Malgré un héritage partagé, ces deux corps sont pourtant deux corps différents.

  • De prime abord, les fusiliers marins appartiennent à la Marine Nationale et portent une double casquette d’actions terre et mer, ils sont employés sur tous les navires et sites de la Marine.
  • A l’inverse, les Troupes de Marine dépendent de l’armée de terre et mènent uniquement des combats amphibies occasionnels. On retrouve d’ailleurs cette particularité dans la devise du 2ème régiment d’infanterie de Marine : « Fidélité et honneur sur terre et sur mer ». Les troupes de Marine conservent donc une origine océanique, en témoignent la présentation d’une ancre sur les uniformes et les bérets.

Plusieurs raisons expliquent cette différence. Historiquement, les spécificités à bord des navires devinrent plus nombreuses : un corps de l’artillerie de Marine fut ainsi créé par une ordonnance du 16 février 1692, puis ce fut l’école de médecine navale qui fut lancée le 5
février 1722, afin de former les chirurgiens embarqués à bord des navires de la marine royale, etc. Par ailleurs, suite à la disparition, de la célèbre Compagnie des Indes en 1769, Choiseul, le chef du gouvernement de Louis XV, avait décidé de réorganiser les troupes de
marine en créant une brigade supplémentaire d’artillerie de marine et une brigade de fusiliers. Cette réforme aura des conséquences pour les Troupes de Marine qui devinrent

« le Corps royal d’artillerie et d’infanterie de la marine ». Les Troupes de Marine abandonnèrent alors progressivement les campagnes de mer aux Fusiliers Marins. N’étant plus que des passagers sur les embarcations, ils laissaient la marine se débrouiller à la manœuvre. Ainsi apparurent les termes « Marsouins » (comme les marsouins qui suivaient nonchalamment les vaisseaux) pour les soldats de l’infanterie et « Bigors » (diminutif de « bigorneaux ») pour désigner les artilleurs. La séparation devint alors définitive, notamment dans l’artillerie, entre les troupes de marine reconstituées et les équipages des vaisseaux.

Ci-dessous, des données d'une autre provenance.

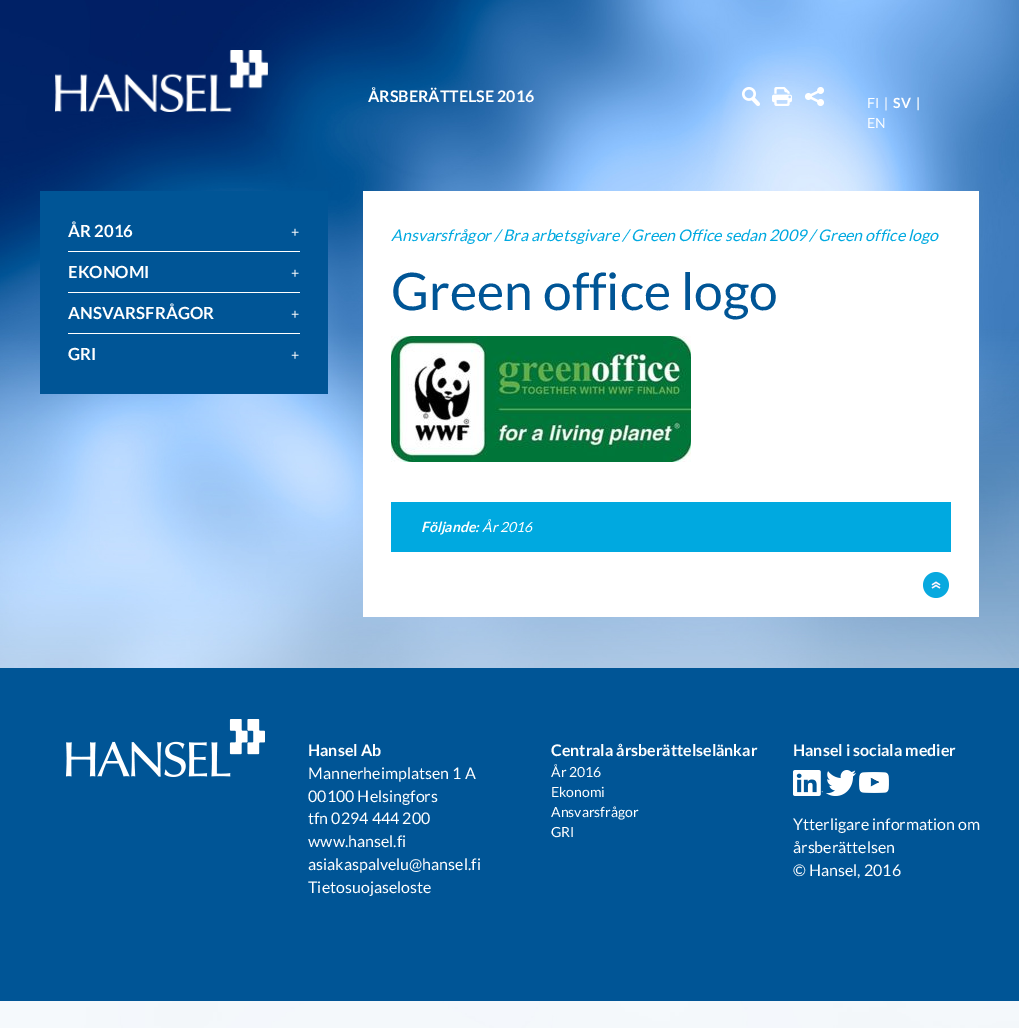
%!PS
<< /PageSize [1019 1028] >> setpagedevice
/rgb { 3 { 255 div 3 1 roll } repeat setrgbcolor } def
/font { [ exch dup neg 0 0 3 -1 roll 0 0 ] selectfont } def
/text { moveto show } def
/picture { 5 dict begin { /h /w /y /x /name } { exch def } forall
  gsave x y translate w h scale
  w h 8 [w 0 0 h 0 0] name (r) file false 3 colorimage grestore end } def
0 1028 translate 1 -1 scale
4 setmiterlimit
255 255 255 rgb
0 0 1019 1028 rectfill
(img_01.rgb) 0 0 1019 1028 picture
(img_02.rgb) 55 50 213 62 picture
(img_03.rgb) 742 87 18 19 picture
(img_04.rgb) 772 87 20 19 picture
(img_05.rgb) 805 87 19 19 picture
0 85 150 rgb
40 191 288 203 rectfill
255 255 255 rgb
68 251 232 1 rectfill
68 292 232 1 rectfill
68 333 232 1 rectfill
363 191 616 426 rectfill
(img_06.rgb) 391 336 300 126 picture
0 169 224 rgb
391 502 560 50 rectfill
(img_07.rgb) 923 572 26 26 picture
0 85 150 rgb
0 668 1019 333 rectfill
(img_08.rgb) 66 719 199 58 picture
(img_09.rgb) 793 770 30 26 picture
(img_10.rgb) 826 770 30 26 picture
(img_11.rgb) 859 772 30 21 picture
/Lato-Bold 16 font
255 255 255 rgb
(ÅRSBERÄTTELSE 2016) 368 102 text
/Lato-Regular 14 font
(FI) 867 108 text
(|) 884 108 text
/Lato-Bold 14 font
(SV) 893 108 text
(|) 916 108 text
/Lato-Regular 14 font
(EN) 867 128 text
/Lato-Bold 16.75 font
(ÅR 2016) 68 237 text
/Lato-Regular 14 font
(+) 291 237 text
/Lato-Bold 16.75 font
(EKONOMI) 68 278 text
/Lato-Regular 14 font
(+) 291 278 text
/Lato-Bold 16.75 font
(ANSVARSFRÅGOR) 68 319 text
/Lato-Regular 14 font
(+) 291 319 text
/Lato-Bold 16.75 font
(GRI) 68 360 text
/Lato-Regular 14 font
(+) 291 360 text
/Lato-Italic 16 font
0 169 224 rgb
(Ansvarsfrågor / Bra arbetsgivare / Green Office sedan 2009 / Green office logo) 391 241 text
/Lato-Regular 51.75 font
0 85 150 rgb
(Green office logo) 391 310 text
/Lato-BoldItalic 14 font
255 255 255 rgb
(Följande:) 421 532 text
/Lato-Italic 14 font
(År 2016) 482 532 text
/Lato-Bold 16 font
(Hansel Ab) 308 756 text
/Lato-Regular 16 font
(Mannerheimplatsen 1 A) 308 779 text
(00100 Helsingfors) 308 802 text
(tfn 0294 444 200) 308 824 text
(www.hansel.fi) 308 847 text
(asiakaspalvelu@hansel.fi) 308 870 text
(Tietosuojaseloste) 308 893 text
/Lato-Bold 16 font
(Centrala årsberättelselänkar) 551 756 text
/Lato-Regular 14 font
(År 2016) 551 777 text
(Ekonomi) 551 797 text
(Ansvarsfrågor) 551 817 text
(GRI) 551 837 text
/Lato-Bold 16 font
(Hansel i sociala medier) 793 756 text
/Lato-Regular 16 font
(Ytterligare information om) 793 830 text
(årsberättelsen) 793 853 text
(© Hansel, 2016) 793 876 text
showpage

L’artillerie dans la Marine

C’est au début de notre ère que les Chinois font une découverte capitale. Un produit vivement combustible qui résulte d’un mélange de soufre, de charbon, et de salpêtre (sel de pierre) fait son apparition, l’ancêtre de la poudre à canon est né.

Il faudra toutefois attendre le siège de La Réole en 1324, pendant la guerre de Saint-Sardos, pour voir une première bataille avec l’utilisation de canons, les assiégeants français utilisèrent alors une bombarde mais sans grand succès. Puis ce fut en 1346, à Crécy, que les anglais expérimentèrent la première intervention de l’artillerie à poudre sur un champ de bataille. Les canons et les mortiers furent d’abord utilisés contre les ouvrages de fortification, mais aussi contre l’infanterie ennemie en utilisant des projectiles qui explosaient en se fragmentant. On admet généralement que le canon proprement dit fait son apparition au XVème siècle (1).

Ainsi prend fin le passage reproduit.